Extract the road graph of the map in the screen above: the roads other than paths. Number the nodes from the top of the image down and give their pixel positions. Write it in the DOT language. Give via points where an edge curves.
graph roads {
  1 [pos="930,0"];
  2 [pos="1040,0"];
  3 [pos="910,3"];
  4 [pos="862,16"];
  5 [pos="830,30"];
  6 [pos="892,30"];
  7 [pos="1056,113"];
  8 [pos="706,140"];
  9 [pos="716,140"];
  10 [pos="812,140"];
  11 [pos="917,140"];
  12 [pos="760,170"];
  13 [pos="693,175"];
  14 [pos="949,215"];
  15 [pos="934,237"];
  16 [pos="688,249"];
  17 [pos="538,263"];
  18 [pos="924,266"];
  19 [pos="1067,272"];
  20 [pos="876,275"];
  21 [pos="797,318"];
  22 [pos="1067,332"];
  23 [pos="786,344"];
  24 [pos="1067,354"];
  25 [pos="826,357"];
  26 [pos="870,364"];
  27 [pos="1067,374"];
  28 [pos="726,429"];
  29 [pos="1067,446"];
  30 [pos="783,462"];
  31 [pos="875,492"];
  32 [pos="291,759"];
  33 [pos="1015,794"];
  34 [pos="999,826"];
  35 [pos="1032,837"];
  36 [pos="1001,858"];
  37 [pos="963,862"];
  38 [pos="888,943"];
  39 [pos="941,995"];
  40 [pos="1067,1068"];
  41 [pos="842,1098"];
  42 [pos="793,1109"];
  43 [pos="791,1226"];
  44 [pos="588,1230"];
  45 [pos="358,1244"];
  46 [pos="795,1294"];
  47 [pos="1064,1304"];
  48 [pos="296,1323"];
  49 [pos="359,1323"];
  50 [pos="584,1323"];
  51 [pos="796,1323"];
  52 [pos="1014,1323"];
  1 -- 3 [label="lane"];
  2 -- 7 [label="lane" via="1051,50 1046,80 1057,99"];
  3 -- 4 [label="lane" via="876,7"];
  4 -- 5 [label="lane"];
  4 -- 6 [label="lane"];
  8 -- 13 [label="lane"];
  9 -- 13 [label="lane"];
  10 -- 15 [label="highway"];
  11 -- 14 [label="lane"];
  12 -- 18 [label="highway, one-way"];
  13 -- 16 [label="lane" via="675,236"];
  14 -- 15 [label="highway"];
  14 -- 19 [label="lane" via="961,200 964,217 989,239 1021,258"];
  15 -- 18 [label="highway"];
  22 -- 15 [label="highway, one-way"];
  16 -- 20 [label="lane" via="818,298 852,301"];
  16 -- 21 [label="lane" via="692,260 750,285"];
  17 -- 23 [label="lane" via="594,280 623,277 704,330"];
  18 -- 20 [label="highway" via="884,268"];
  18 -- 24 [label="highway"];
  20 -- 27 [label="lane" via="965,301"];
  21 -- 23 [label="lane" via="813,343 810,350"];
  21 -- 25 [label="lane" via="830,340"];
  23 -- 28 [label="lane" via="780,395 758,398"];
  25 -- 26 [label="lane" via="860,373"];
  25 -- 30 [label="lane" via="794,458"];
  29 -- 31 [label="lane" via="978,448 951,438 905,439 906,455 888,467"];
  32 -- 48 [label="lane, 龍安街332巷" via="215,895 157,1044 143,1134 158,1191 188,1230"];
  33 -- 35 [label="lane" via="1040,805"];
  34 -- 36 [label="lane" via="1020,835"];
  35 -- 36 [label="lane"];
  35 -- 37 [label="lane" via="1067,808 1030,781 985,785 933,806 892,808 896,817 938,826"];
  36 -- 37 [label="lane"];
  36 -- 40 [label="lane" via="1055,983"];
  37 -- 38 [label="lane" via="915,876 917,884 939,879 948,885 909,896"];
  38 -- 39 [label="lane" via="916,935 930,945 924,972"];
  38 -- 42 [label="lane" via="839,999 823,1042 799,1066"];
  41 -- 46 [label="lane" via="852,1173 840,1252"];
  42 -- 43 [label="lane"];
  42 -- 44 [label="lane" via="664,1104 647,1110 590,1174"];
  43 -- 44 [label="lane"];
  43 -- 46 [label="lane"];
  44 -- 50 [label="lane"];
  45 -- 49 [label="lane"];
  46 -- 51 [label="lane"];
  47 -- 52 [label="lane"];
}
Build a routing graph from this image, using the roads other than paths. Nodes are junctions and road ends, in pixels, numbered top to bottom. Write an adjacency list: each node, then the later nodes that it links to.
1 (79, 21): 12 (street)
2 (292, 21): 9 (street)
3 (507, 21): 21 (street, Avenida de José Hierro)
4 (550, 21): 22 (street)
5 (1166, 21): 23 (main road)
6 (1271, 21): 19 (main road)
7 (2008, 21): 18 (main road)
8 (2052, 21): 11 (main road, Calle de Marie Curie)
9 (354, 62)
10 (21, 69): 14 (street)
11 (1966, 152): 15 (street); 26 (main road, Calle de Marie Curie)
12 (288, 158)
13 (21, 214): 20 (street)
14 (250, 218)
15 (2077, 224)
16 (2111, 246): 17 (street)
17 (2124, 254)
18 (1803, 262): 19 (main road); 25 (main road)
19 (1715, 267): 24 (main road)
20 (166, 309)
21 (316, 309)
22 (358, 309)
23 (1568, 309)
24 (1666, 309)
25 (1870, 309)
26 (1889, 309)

+ + + + + + +

If a line of the data contains the word "Marie", count it; say how many such lines there are and nothing else.

2